Students were first introduced to the work of several photographers who work with typographies to explore various themes. Students were asked to select a favorite body of work and follow instructions to share it with peers in a database hosted on the university’s Moodle system. (Learning objectives: L1, R1, R8, W3)

In groups, students were asked to select two social themes that could be explored in a photographic typography. Each group was expected to produce two letters, addressed to local cultural foundations, outlining who they were, describing the importance of the theme they had selected, describing the intended photographic project, and requesting funds to develop it. In discussion with their teacher, groups then selected which project would yield the most substantial results when carried out. (Learning objectives: L2, SI1, SP3, W5)

Groups were finally expected to explore the themes they had identified, assembling a collection of photographs. The photographs and accompanying captions were shared with the class in a Facebook group and later presented semi-formally in class seeking feedback from peers. (Learning objectives: L1, L2, SI1, SP3, SP6)


Students were expected to demonstrate mastery of the learning objectives identified in performing them. Skills were revisited repeatedly in the iterative process that contributed to the final project presentation. These skills were developed further later in the course as the photographic typographies lay the foundation to a quality of life report. Those who participated fully demonstrated achievement of these objectives.
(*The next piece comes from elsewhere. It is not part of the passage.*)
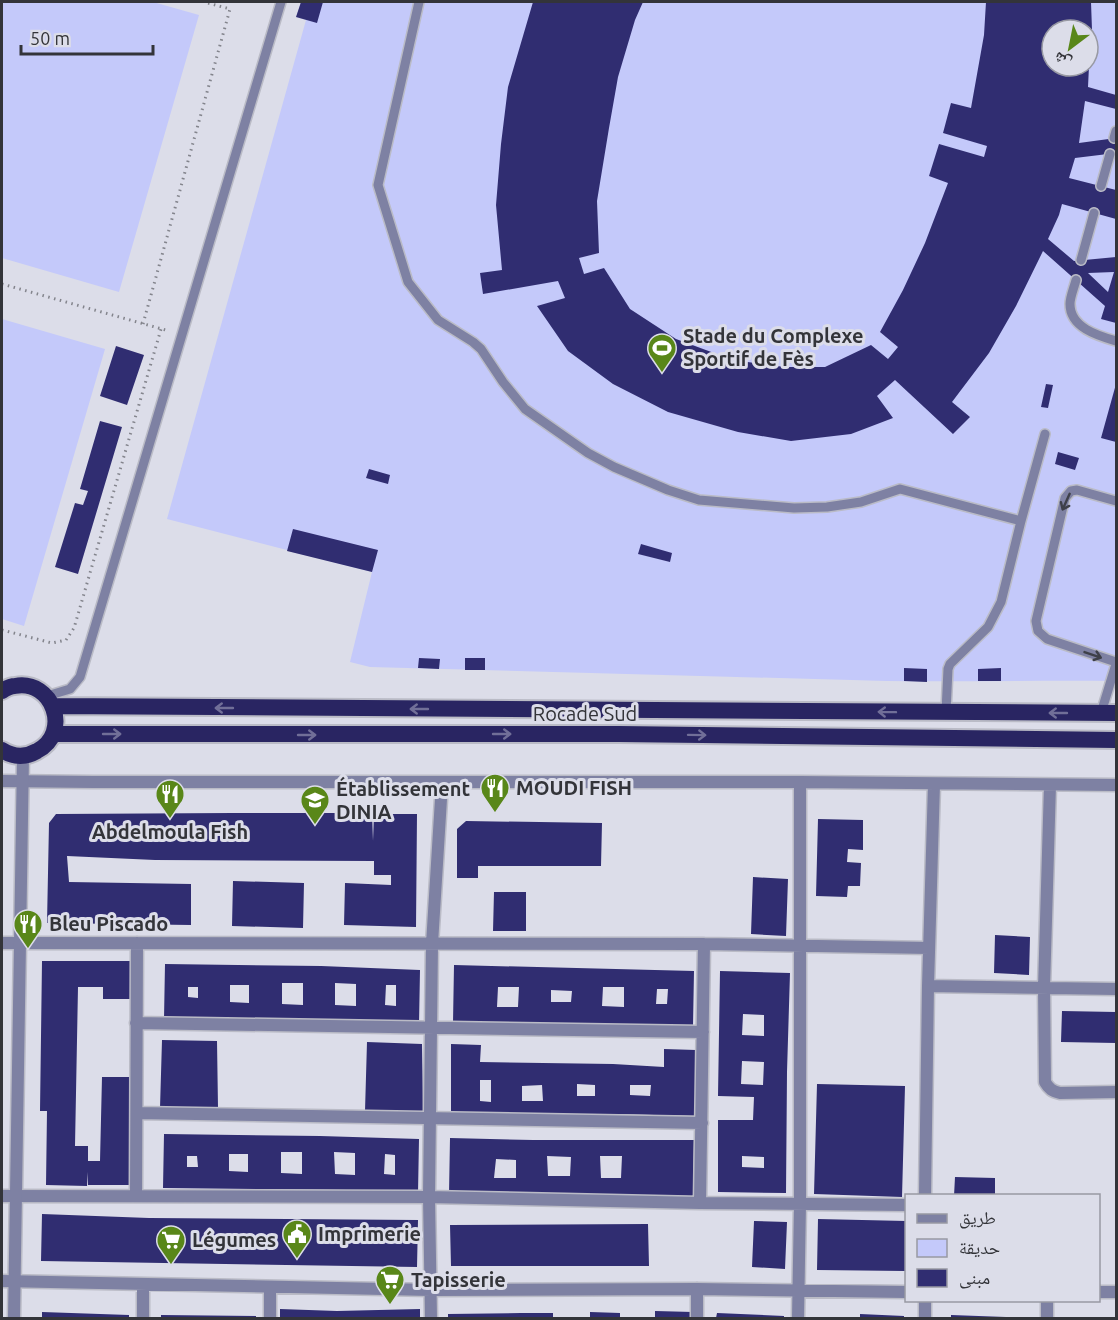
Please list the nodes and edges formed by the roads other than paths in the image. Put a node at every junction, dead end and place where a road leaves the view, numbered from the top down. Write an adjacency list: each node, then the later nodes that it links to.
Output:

The most difficult thing to transmit to the students was that the main aim of the tasks were not the image galleries or presentations themselves, but the communication inherent in the process of executing the project. Those students who were able simplify their vision and focus on communicating their ideas were very successful.

For a body of students whose concept of a language classroom consists mainly of listening to lectures and then completing a test, it was hard to grasp the point of what they were being asked to do. To illustrate, one student came to me at the end of the semester asking why she hadn’t passed when she had excellent attendance and had performed reasonably well on the quizzes. I struggled to explain that she had been unable to demonstrate the communication skills inherent in the projects we were doing. On the other hand, those students who understood the point of the tasks, and were comfortable in the communication aspects of the process, were hesitant to work in groups to develop projects when they could just “get on with it.”
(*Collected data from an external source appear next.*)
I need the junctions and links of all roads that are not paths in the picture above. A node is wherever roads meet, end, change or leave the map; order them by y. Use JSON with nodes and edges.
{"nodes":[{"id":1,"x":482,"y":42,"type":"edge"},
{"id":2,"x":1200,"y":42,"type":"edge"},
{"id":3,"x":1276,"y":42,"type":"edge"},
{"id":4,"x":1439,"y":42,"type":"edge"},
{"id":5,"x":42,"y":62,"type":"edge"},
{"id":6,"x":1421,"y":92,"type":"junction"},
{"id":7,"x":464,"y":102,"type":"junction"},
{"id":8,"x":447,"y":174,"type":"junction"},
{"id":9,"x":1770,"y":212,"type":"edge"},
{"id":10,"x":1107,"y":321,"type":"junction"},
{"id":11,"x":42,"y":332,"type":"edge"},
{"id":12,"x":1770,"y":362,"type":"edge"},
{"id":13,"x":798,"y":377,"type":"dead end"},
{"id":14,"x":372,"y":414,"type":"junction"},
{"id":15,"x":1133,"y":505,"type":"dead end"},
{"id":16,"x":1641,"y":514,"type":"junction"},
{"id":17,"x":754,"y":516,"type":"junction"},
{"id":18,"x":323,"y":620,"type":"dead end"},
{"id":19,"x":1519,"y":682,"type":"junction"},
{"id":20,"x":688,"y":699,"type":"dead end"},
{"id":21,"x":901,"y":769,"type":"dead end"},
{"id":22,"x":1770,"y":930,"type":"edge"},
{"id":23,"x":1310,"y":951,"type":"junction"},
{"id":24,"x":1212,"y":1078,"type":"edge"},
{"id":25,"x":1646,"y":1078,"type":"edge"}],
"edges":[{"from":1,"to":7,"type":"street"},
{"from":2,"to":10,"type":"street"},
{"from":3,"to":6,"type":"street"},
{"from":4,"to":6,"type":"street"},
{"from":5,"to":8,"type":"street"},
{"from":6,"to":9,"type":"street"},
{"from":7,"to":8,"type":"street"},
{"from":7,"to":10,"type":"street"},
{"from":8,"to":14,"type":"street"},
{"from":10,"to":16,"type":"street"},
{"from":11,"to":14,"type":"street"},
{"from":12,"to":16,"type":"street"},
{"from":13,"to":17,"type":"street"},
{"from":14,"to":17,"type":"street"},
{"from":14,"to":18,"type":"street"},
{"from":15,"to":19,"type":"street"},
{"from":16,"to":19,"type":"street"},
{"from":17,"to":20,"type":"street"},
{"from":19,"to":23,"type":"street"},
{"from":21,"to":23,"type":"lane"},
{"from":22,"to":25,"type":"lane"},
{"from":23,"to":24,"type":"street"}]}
It also didn’t help that we as teachers were asked to essentially provide two marks, one a percentage which reflected in class participation, quizzes, projects, etc., and another a summative assessment of students’ communication skills based on the CEFR. Students found it confusing that their summative assessment did not reflect their ongoing assessment. More time should have been spent clarifying the structure of the course and assessments.

On an institutional level, it may have been helpful to ask students to achieve a certain level of competence in the language rather than asking students to pass eights semesters of English (and four each of Portuguese and Mandarin!). This would establish a clear link between tasks, using the language, and achieving the university’s language requirements.